Marie LANDRIEUX - 28 décembre 2001

Bonjour à tous.
Je suis étudiante et je souhaiterais devenir botaniste, mais ce métier est mal définit dans les centres de documentation c'est pourquoi je vous écris :
Comment définiriez- vous le métier de botaniste aujourd'hui ? Quel est son quotidien ? Son avenir ?
Quelles études avez-vous fait ? Si vous en aviez la possibilité, quelles sont les choses que vous referiez et celles que vous ne referiez pas ?
Je vous serai extrêmement reconnaissante de bien vouloir me répondre. Il est parfois difficile de s'orienter quand on choisit un métier qu'on ne rencontre pas tous les jours.

Errol VELA - décembre 2001

Malheureusement, aujourd'hui il n'existe aucune formation pour devenir " botaniste " en France, puisque ce métier n'existe pas. Pourtant il existe bien quelques exceptions de personnes qui sont officiellement botanistes, notamment pour des organismes comme les Conservatoires Botaniques Nationaux.
Le meilleur moyen est encore :

  1. D'apprendre tout seul la botanique, pour partie en autodidacte (livres, ballades, Internet) et pour partie en compagnie d'autres botanistes (associations naturalistes, stages dans des instituts ou bureaux d'études - mais attention à ne pas se faire exploiter ! -, faire déterminer son herbier par un spécialiste, etc.)
  2. Et de suivre une formation universitaire (ou école d'ingénieur ?) de biologie végétale (cours d'écologie théorique, quelques bases de botanique classique, matières modernes comme la génétique et la phylogénie, etc.).
Le deuxième point est à mon sens indispensable pour compenser les limites du premier.
Au niveau fac, un cursus licence et maîtrise B.O.P. + un DEA après, c'est le mieux. Une agrégation de biologie c'est pas mal aussi. Les écoles d'ingénieur je ne connais pas bien mais c'est possible aussi. Mais en aucun cas ces formations suffisent à devenir " botaniste ", d'ailleurs ce n'est pas le but et je connais des dizaines de docteur en écologie ou biologie végétale qui ne sont pas du tout botaniste !
A mon sens les deux points sont aussi importants.
Bon courage,

#?-:nbsp;

Remy SORNICLE - 29 décembre 2001

Ne croyez pas qu'il soit nécessaire de faire une profession d'une activité qui vous donne du plaisir. Si vous pouvez vous intégrer dans les circuits économiques prospères par le choix d'une profession appropriée, vous disposerez de plus de moyens financiers pour satisfaire votre passion que n'en disposent les professionnels sous la dépendance de leur employeur.
Vive la liberté de l'amateur !

Bertrand STOLIAROFF - 29 décembre 2001

Tout à fait d'accord avec cette réponse.
Pour les écoles d'ingénieurs "agro", il faut faire une prépa bio (classe prépa BCPST), puis une école agro (INA ou ENSA) ou une ENITA qui peuvent comporter des spécialisations en biologie végétale.

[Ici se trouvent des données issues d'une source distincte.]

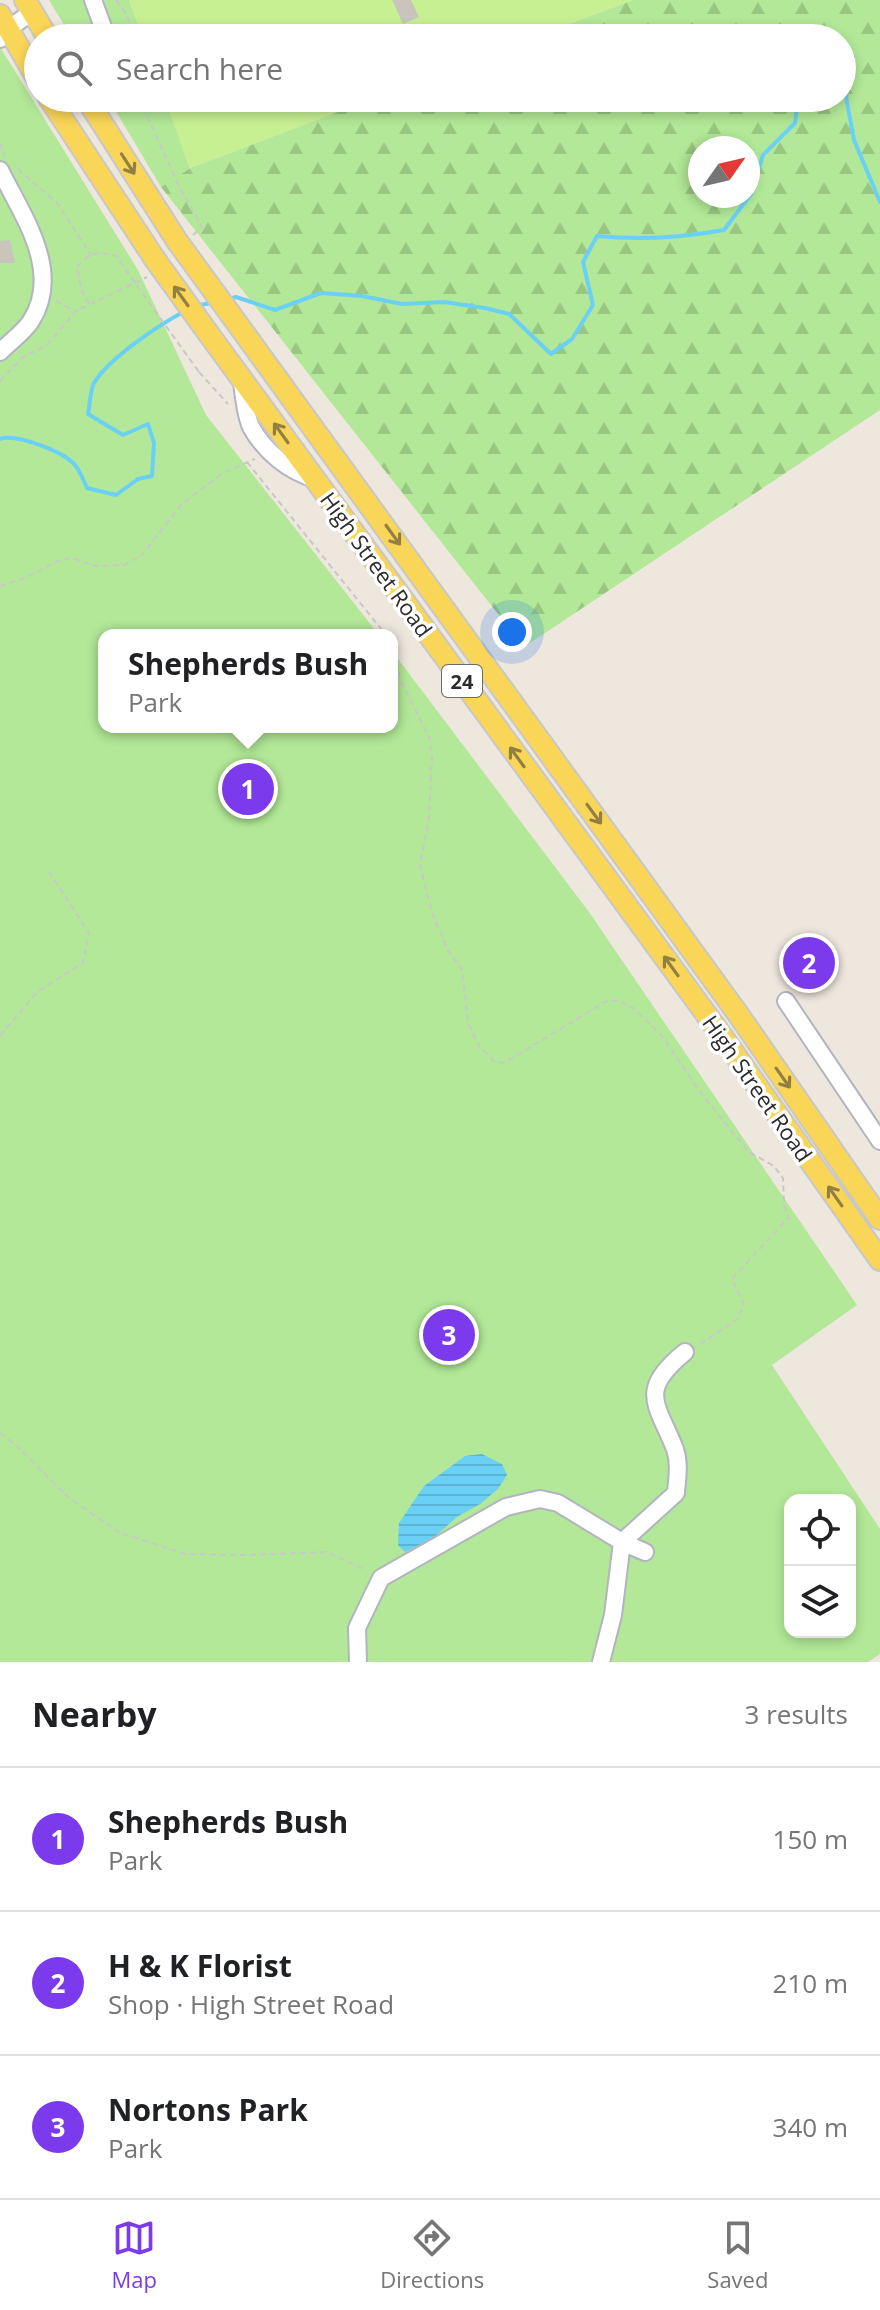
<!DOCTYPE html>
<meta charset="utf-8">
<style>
:root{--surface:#fff;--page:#f2f2f2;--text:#202124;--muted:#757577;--line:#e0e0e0;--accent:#7c3aed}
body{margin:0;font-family:"Open Sans",sans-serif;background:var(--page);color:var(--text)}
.controls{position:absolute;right:24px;bottom:24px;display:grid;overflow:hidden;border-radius:16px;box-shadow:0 4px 12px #0003}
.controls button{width:72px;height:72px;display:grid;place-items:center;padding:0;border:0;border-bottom:2px solid var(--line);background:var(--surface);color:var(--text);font:40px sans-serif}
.compass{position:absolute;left:688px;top:136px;width:72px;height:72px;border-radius:50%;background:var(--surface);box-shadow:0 4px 12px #0003;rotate:56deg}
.you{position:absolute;left:512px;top:632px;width:28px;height:28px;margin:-20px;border:6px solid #fff;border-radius:50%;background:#1a73e8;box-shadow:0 0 0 12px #1a73e833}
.badge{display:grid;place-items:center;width:52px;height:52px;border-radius:50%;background:var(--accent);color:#fff;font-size:26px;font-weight:700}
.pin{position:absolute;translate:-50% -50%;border:4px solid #fff;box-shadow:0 2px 8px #0006}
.popup{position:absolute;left:98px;top:629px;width:300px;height:104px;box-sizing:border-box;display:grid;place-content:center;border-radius:16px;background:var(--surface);filter:drop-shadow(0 2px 6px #0005);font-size:26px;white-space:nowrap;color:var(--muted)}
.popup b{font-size:30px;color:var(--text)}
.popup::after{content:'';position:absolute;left:50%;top:100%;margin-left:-16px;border:16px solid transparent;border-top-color:var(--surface)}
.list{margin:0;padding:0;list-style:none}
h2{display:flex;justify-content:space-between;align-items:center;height:104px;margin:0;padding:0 32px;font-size:34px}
h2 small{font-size:26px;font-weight:400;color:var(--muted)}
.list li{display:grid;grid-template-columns:52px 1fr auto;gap:24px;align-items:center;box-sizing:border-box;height:144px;padding:0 32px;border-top:2px solid var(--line)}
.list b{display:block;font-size:30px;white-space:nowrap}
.list p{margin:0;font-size:26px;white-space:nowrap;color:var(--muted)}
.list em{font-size:26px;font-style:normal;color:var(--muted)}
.icon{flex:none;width:44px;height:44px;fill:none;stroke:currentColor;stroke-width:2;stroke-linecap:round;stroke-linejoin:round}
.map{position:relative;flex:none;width:880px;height:1662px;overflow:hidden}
.search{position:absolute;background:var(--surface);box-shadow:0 4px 12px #0003;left:24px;right:24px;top:24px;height:88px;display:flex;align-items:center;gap:20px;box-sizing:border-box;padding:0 28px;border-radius:44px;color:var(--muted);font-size:30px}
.sheet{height:536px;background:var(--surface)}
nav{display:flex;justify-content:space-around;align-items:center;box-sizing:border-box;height:112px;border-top:2px solid var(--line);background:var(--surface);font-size:22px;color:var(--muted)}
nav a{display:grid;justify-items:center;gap:4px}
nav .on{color:var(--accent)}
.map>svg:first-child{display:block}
.forest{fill:url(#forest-firs);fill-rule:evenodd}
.park{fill:#b2e897;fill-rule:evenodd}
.pitch{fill:#c7f093}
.water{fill:url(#water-rules)}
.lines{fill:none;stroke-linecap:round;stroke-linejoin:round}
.stream{stroke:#6bd0f6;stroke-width:4}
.building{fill:#c9c5bc}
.minor-casing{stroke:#b2b4c0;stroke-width:20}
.major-casing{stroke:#c8c8c8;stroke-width:24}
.path{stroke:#c8c8c8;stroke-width:2;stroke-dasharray:6 4;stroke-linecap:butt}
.minor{stroke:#fff;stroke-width:16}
.major{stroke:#f9d558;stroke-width:20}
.major-bridge-casing{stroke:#c8c8c8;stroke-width:24;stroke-linecap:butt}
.path-bridge{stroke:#c8c8c8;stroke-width:2;stroke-dasharray:6 4;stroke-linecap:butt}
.major-bridge{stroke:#f9d558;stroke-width:20}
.oneway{stroke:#928042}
.labels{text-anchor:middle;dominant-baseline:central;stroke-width:7;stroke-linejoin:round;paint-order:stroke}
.shield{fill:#fff;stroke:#6b6b6b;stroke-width:2}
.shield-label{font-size:20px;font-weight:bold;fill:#2c2c2c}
.street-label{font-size:22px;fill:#2c2c2c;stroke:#fff}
</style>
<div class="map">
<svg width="880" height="1662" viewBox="0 0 880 1662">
<defs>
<pattern id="forest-firs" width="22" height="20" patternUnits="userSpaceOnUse" patternTransform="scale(2)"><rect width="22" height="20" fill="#b2e897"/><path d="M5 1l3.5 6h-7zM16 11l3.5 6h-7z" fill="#99c782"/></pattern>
<pattern id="water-rules" width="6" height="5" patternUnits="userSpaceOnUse" patternTransform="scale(2)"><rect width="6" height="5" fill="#6bd0f6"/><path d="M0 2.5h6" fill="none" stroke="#5db3d3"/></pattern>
</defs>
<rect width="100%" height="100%" fill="#eee7de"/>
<path class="forest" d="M633,0h247v410l-356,237 -363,-460 29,-19 184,-70h468v-60h-310zM700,148h48v48h-48z"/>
<path class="park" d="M49,0h80l14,38h-71z
M0,47l138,223 68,145 173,220h-275v92h288v-76l197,261 268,393 -85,60 108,164v125l-12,8h-868zM790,1500h60v132h-60z
M108,98h57l25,70 -29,19z"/>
<path class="pitch" d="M129,0h504l-101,38h-389z
M164,98h210l-184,70z"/>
<path class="water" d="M482,1454l20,10 5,11 -9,14 -18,15 -23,13 -25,22 -27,13 -7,-7 1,-22 25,-37 41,-30z"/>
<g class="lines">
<path class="stream" d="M842,54l11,3 -7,40 8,43 26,62
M228,299l8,-2 39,13 46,-17 41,3 40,8 42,-2 41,6 24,6 42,40 21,-15 21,-34 -10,-43 14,-26c44,4 84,2 127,-6l27,-36 12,-39 32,-32 3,-25
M196,306l19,-4
M0,439c16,-6 64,13 75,26 5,6 9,16 12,23l29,7 22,-16 14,-3 2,-33 -6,-19 -25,11 -35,-21c2,-9 2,-23 6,-31 15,-25 65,-58 91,-72"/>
</g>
<path class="building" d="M392,0h19l8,17 -16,7z
M10,240l5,23h-15v-22z"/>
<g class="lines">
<g class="minor-casing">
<path id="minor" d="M93,0l14,38
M0,39l8,-10 24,-17
M0,170c22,45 63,101 31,151 -7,11 -21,21 -31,31
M242,382c2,14 3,32 9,45 14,25 37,44 64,52
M786,1001l94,140
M645,1552l-23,-10 54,-49c1,-15 4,-29 -1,-44 -19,-47 -37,-58 10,-97
M358,1662l-1,-34 24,-50 125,-71 34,-8 18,4 64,39 -9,73 -12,47"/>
</g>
<g class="major-casing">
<path id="major" d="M25,0l23,38
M0,15l38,65
M49,98l105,160
M86,98l91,143
M231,315l507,699 142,205
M208,333l509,696 163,231"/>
</g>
<path class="path" d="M116,0l11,15 8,23
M139,98l40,88 23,41 -9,8
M0,143l5,14
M18,169l40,35 33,51
M56,301l19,10
M89,304l-8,-16 -4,-21c12,-15 22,-16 40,-11l8,13
M199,372l29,32
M0,381l23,-24 24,-12 29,-34 71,-34
M247,462l139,173
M0,586l23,-7 37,-19 13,-2 22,8 29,-1 18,-10 40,-51 41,-31 32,-14
M392,643l8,36 29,58 3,21 -3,59 -9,48 12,48 16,37 14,20 6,52 11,24 15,15 10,2 101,-61 13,-2 15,8 29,28 38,56 49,60 25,14 9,12 1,27 5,12 -57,62 12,25 -6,15 -41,27
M0,1036l37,-44 46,-29 6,-30 -41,-63
M0,1433l18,14 51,51 51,35 66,21 58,1 83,-3 39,18"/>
<use href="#minor" class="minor"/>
<use href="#major" class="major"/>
<g class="major-bridge-casing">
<path id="major-bridge" d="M177,241l54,74
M154,258l54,75"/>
</g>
<path class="path-bridge" d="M125,269l74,103"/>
<use href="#major-bridge" class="major-bridge"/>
</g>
<defs><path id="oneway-shaft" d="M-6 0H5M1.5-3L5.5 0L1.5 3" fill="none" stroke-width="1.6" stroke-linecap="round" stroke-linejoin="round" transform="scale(2)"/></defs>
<g class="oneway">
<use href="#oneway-shaft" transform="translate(128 164) rotate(57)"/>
<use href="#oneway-shaft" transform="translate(181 296) rotate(-126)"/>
<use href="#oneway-shaft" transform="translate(281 433) rotate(-126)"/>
<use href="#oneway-shaft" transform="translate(393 535) rotate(54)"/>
<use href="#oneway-shaft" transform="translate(517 757) rotate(-126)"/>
<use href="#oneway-shaft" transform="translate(594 814) rotate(54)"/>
<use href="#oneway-shaft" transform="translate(671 966) rotate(-126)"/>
<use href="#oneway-shaft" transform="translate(783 1078) rotate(55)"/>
<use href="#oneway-shaft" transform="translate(835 1196) rotate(-125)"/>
</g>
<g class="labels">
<rect class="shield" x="442" y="665" width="40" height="32" rx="6"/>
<g class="shield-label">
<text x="462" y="681">24</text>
</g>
<g class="street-label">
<text transform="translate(377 564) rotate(54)">High Street Road</text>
<text transform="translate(758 1088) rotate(55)">High Street Road</text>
</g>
</g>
</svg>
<div class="controls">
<button><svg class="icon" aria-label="locate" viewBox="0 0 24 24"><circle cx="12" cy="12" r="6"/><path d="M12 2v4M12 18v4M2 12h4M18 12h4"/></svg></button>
<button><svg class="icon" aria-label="layers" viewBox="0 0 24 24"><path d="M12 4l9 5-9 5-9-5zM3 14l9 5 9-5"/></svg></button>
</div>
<svg class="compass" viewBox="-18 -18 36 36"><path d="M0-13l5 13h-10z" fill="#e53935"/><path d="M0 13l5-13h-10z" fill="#757577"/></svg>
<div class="you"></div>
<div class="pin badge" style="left:248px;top:789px">1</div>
<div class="popup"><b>Shepherds Bush</b>Park</div>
<div class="pin badge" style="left:809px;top:963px">2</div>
<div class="pin badge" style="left:449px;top:1335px">3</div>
<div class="search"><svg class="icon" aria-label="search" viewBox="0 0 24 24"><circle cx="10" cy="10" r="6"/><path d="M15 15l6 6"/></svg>Search here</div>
</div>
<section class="sheet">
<h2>Nearby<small>3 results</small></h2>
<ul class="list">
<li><span class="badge">1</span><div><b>Shepherds Bush</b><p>Park</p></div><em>150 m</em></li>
<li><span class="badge">2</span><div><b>H &amp; K Florist</b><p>Shop · High Street Road</p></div><em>210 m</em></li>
<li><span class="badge">3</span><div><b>Nortons Park</b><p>Park</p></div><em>340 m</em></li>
</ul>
</section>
<nav>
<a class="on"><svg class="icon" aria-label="map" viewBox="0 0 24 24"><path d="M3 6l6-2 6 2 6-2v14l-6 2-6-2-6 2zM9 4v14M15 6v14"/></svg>Map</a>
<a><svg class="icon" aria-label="directions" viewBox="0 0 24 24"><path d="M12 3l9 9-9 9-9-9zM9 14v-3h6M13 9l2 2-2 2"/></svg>Directions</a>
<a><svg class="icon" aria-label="saved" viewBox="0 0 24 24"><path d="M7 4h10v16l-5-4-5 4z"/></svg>Saved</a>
</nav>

L'INRA recrute des ingénieurs agro, mais la tendance actuelle est beaucoup plus " moléculaire " qu'organisme entier...
Dans la filière BCPST, l'école d'Angers (INH) est spécialisée dans le paysage et l'horticulture et c'est peut-être l'école où il y a le plus de plantes (pas toujours sauvage). Les écoles d'ingénieurs agro ont aussi quelques places ouvertes sur concours à partir du DEUG.
Pour tous renseignements sur la filière prépa bio et les écoles qui sont possibles : http://smyrne.int-evry.fr/upa/


Daniel CHICOUENE - 29 décembre 2001

Le botaniste est simplement une personne qui a une certaine connaissance des plantes. Autrement dit, elle s'intéresse à la botanique (indépendamment de toute finalité professionnelle) ou a l'opportunité d'en faire dans le cadre de sa profession. C'est une spécialité au niveau des connaissances ; ce n'est pas un métier en soi.
En considérant que l'objet est d'exploiter des connaissances morphologiques de nombreuses plantes, principalement sur le terrain, il existe divers domaines d'activité. A priori, par ordre de nombre d'emplois, je proposerais la liste suivante :

  • Botanique appliquée à l'agriculture, l'horticulture, la foresterie,
  • la protection des cultures, en particulier la malherbologie,
  • l'amélioration des plantes : ici on est souvent spécialisé sur une plante dont on cherche à connaître la variabilité,
  • pastoralisme (ex. des chercheurs du CIRAD)
L'activité dans les 2 premiers domaines en particulier va de la recherche (publique -à nouveau de type CIRAD- ou privée) au commercial, en passant par le technicien de Chambre d'agriculture, de coopérative agricole... o Connaissance des milieux naturels : bureau d'étude en aménagement (pour études d'impact...), gestionnaire de sites dans des collectivités ou associations, plus rarement gestionnaire de jardin botanique (collectivités en particulier)
  • Enseignement en lycée de la botanique fondamentale ou appliquée (principalement en lycées agricoles)
  • Enseignement dans le supérieur et recherche, en botanique et écologie végétale

Souvent, l'idéal que souhaite un botaniste est de faire de la recherche en floristique avec de bons moyens en bibliographie ; c'est extrêmement difficile de trouver un poste.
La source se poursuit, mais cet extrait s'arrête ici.